The type of traffic control device (TCD) applicable to this motor vehicle at the crash location.

Element Attributes:
Subfield 1 - Type TCD:
  • No Controls
  • Person (including flagger, law enforcement, crossing guard, etc.)
  • Traffic Control Signal
  • Flashing Traffic Control Signal
  • School Zone Sign/Device
  • Stop Sign
  • Yield Sign
  • Warning Sign
  • Railway Crossing Device
  • Other
  • Unknown
Subfield 2 - Inoperative/Missing?
  • Yes
  • No
  • Unknown
Rationale:

This element needs to be collected at the scene because the presence of specific devices is better verified at the time of the crash. It is also important for ascertaining the relationship between the use of various traffic control devices (TCD) and crashes and identifying the need for upgraded TCDs at specific crash locations.

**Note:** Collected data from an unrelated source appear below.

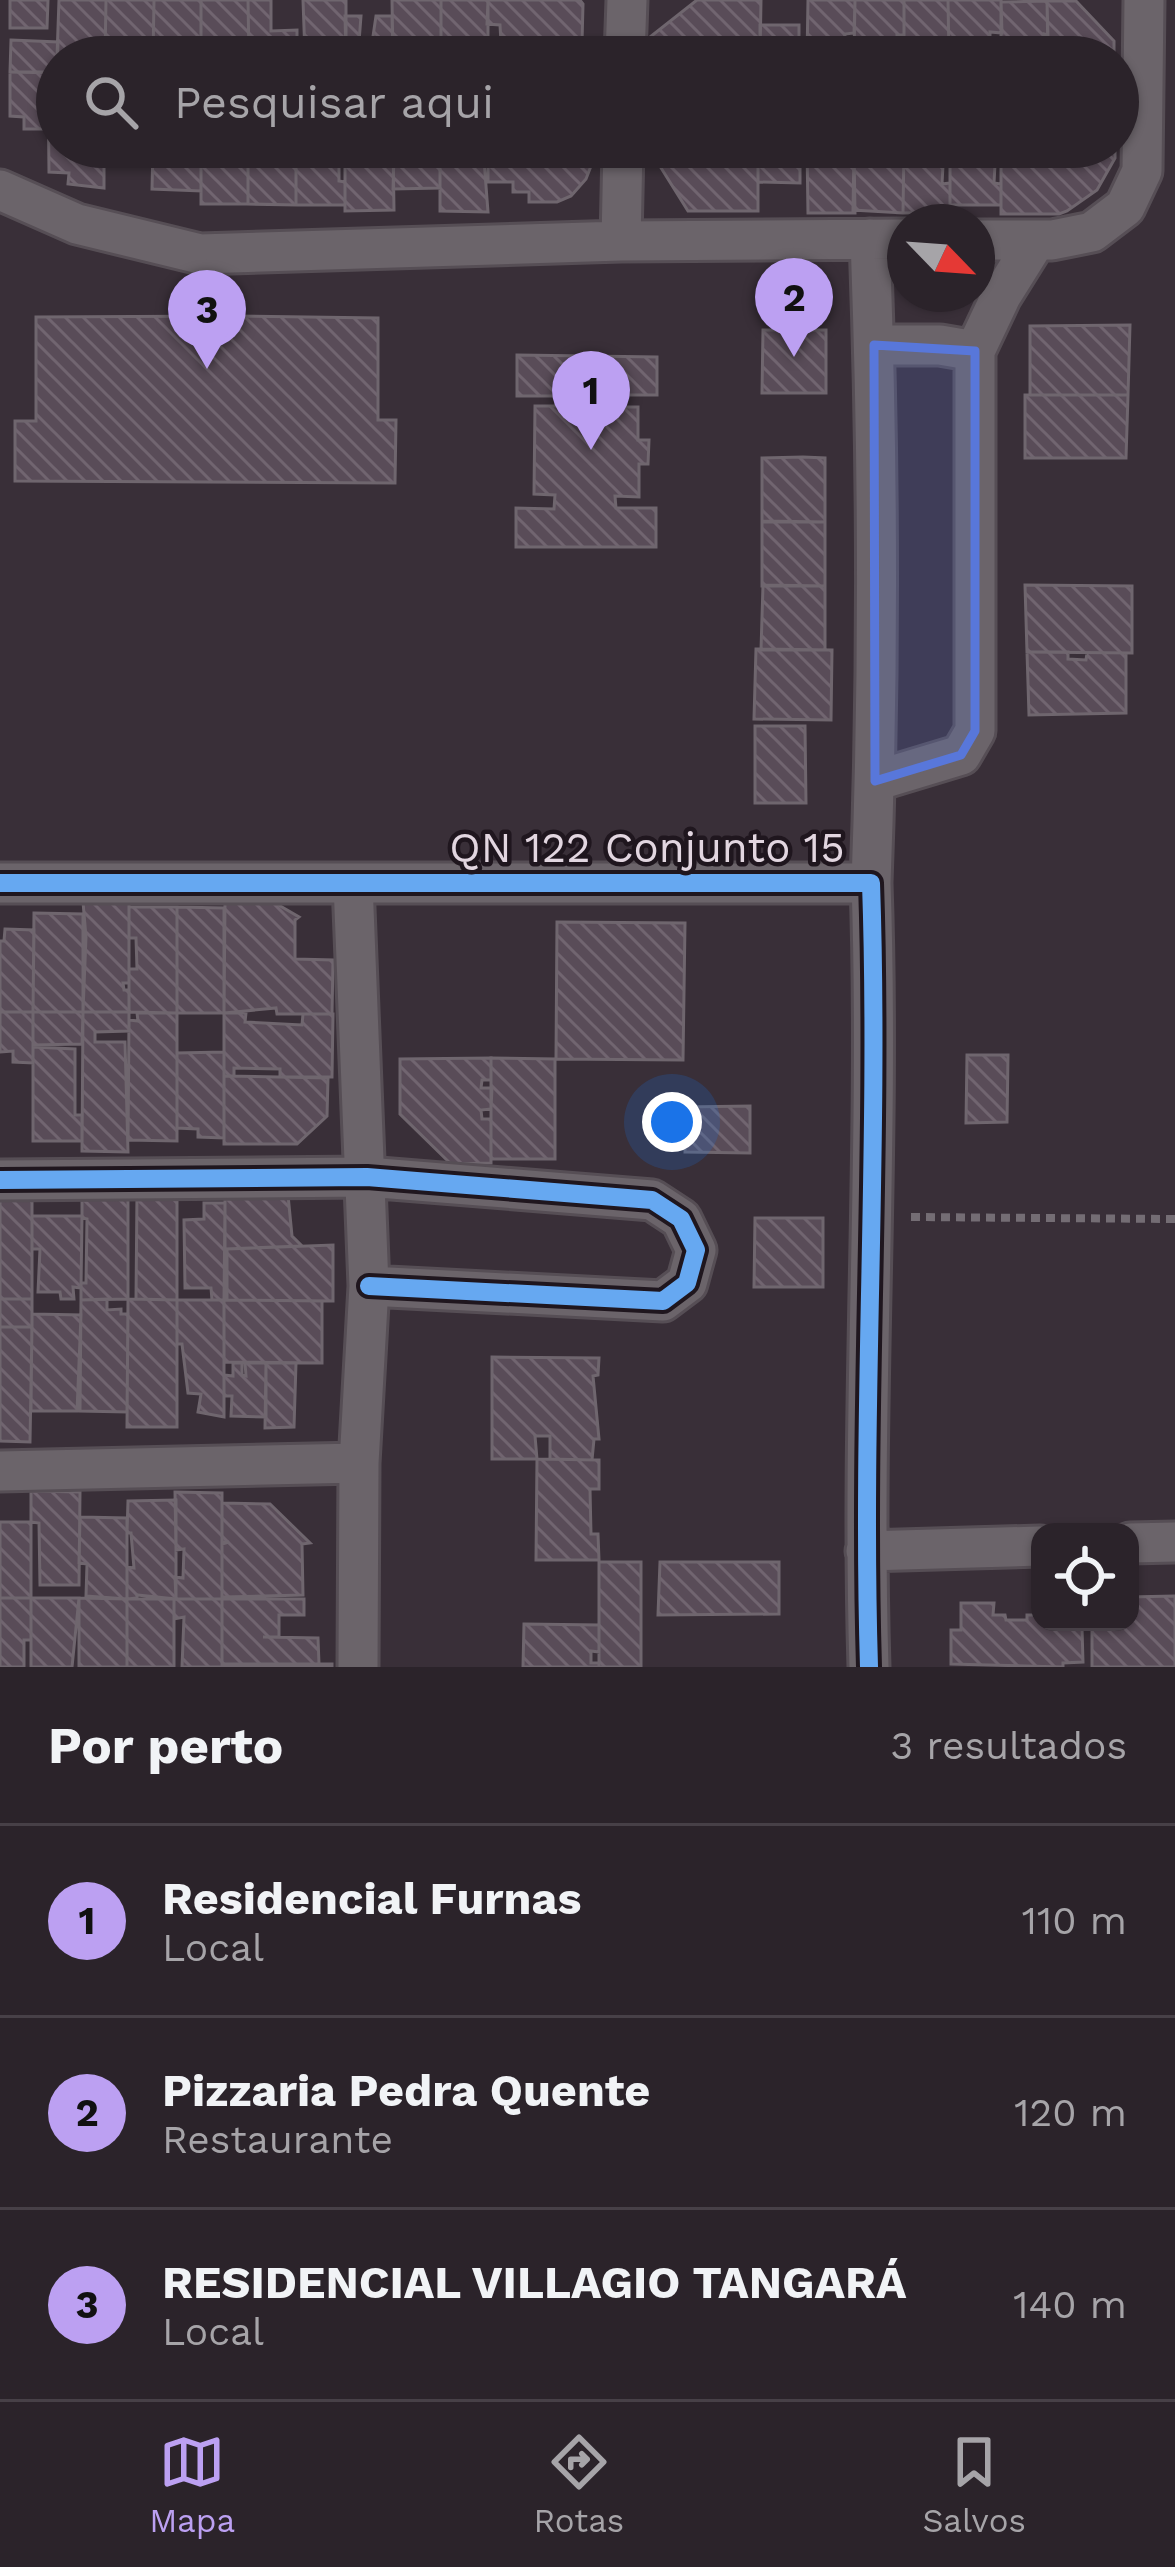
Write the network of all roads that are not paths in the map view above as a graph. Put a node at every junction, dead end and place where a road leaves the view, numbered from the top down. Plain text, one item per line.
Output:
1 (627, 0) edge
2 (1144, 0) edge
3 (626, 36) edge
4 (1159, 118) edge
5 (623, 168) edge
6 (0, 190) edge
7 (887, 239) edge
8 (995, 240) edge
9 (1036, 240) junction
10 (621, 242) junction
11 (887, 247) edge
12 (874, 346) junction
13 (975, 351) junction
14 (875, 781) junction
15 (0, 883) edge
16 (353, 883) junction
17 (871, 883) junction
18 (367, 1177) junction
19 (0, 1180) edge
20 (369, 1286) junction
21 (359, 1463) junction
22 (0, 1471) edge
23 (1175, 1542) edge
24 (1139, 1543) edge
25 (1031, 1546) edge
26 (866, 1551) junction
27 (358, 1667) edge
28 (869, 1667) edge

1 - 3 street
2 - 4 street
4 - 9 street
5 - 10 street
6 - 10 street
7 - 10 street
8 - 9 street
9 - 13 street
11 - 12 street
12 - 13 street
12 - 14 street
13 - 14 street
14 - 17 street
15 - 16 street, QN 122 Conjunto 15
16 - 17 street, QN 122 Conjunto 15
16 - 18 street
17 - 26 street, QN 122 Conjunto 15
18 - 19 street
18 - 20 street
18 - 20 street
20 - 21 street
21 - 22 street
21 - 27 street
23 - 24 street
25 - 26 street
26 - 28 street, QN 122 Conjunto 15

V18. Motor Vehicle Maneuver/Action

Definition:

The controlled maneuver for this motor vehicle prior to the beginning of the sequence of events.

Element Attributes:
  • Movements Essentially Straight Ahead
  • Backing
  • Changing Lanes
  • Overtaking/Passing
  • Turning Right
  • Turning Left
  • Making U-Turn
  • Leaving Traffic Lane
  • Entering Traffic Lane
  • Slowing
  • Negotiating a Curve
  • Parked
  • Stopped in Traffic
  • Other
  • Unknown
Rationale:

Important for evaluation purposes, particularly when combined with sequence of events.

V19. Area(s) of Impact

Definition:

The area of the motor vehicle that received the initial impact and the area that was most damaged in a crash.

Element Attributes:
Subfield 1 - Area of Initial Impact:
  • Non-Collision
  • 12-point Clock Diagram (Appendix J)
  • Top (roof)
  • Undercarriage
  • Unknown
Subfield 2 - Most Damaged Area:

See attributes in Subfield 1

Rationale:

Important for use in evaluating injury severity in relation to motor vehicle impact and crash severity.

V20. Sequence of Events

Definition:

The events in sequence related to this motor vehicle, including both non-
collision as well as collision events. For examples, refer to Appendix L.

Element Attributes:
Subfield 1 - First Event

Non-Collision:

  • Overturn/Rollover
  • Fire/Explosion
  • Immersion
  • Jackknife
  • Cargo/Equipment Loss or Shift
  • Equipment Failure (blown tire, brake failure, etc.)
  • Separation of Units
  • Ran Off Roadway Right
  • Ran Off Roadway Left
  • Cross Median
  • Cross Centerline
  • Downhill Runaway
  • Fell/Jumped From Motor Vehicle
  • Reentering Roadway
  • Thrown or Falling Object
  • Other Non-Collision

Collision With Person, Motor Vehicle, or Non-Fixed Object:

  • Pedestrian
  • Pedalcycle
  • Railway Vehicle (train, engine)
  • Animal
  • Motor Vehicle In Transport
  • Parked Motor Vehicle
  • Struck By Falling, Shifting Cargo or Anything Set in Motion By Motor Vehicle
  • Work Zone/Maintenance Equipment
  • Other Non-Fixed Object

Collision With Fixed Object:

  • Impact Attenuator/Crash Cushion
  • Bridge Overhead Structure
  • Bridge Pier or Support
  • Bridge Rail
  • Cable Barrier
  • Culvert
  • Curb
  • Ditch
  • Embankment
  • Guardrail Face
  • Guardrail End
  • Concrete Traffic Barrier
  • Other Traffic Barrier
  • Tree (standing)
  • Utility Pole/Light Support
  • Traffic Sign Support
  • Traffic Signal Support
  • Other Post, Pole, or Support
  • Fence
  • Mailbox
  • Other Fixed Object (wall, building, tunnel, etc.)
  • Unknown
Subfield 2 - Second Event

See attributes in Subfield 1

Subfield 3 - Third Event

See attributes in Subfield 1

Subfield 4 - Fourth Event

See attributes in Subfield 1

Rationale:

Important for use in conjunction with most harmful event and motor vehicle maneuver to generate complete information about the crash.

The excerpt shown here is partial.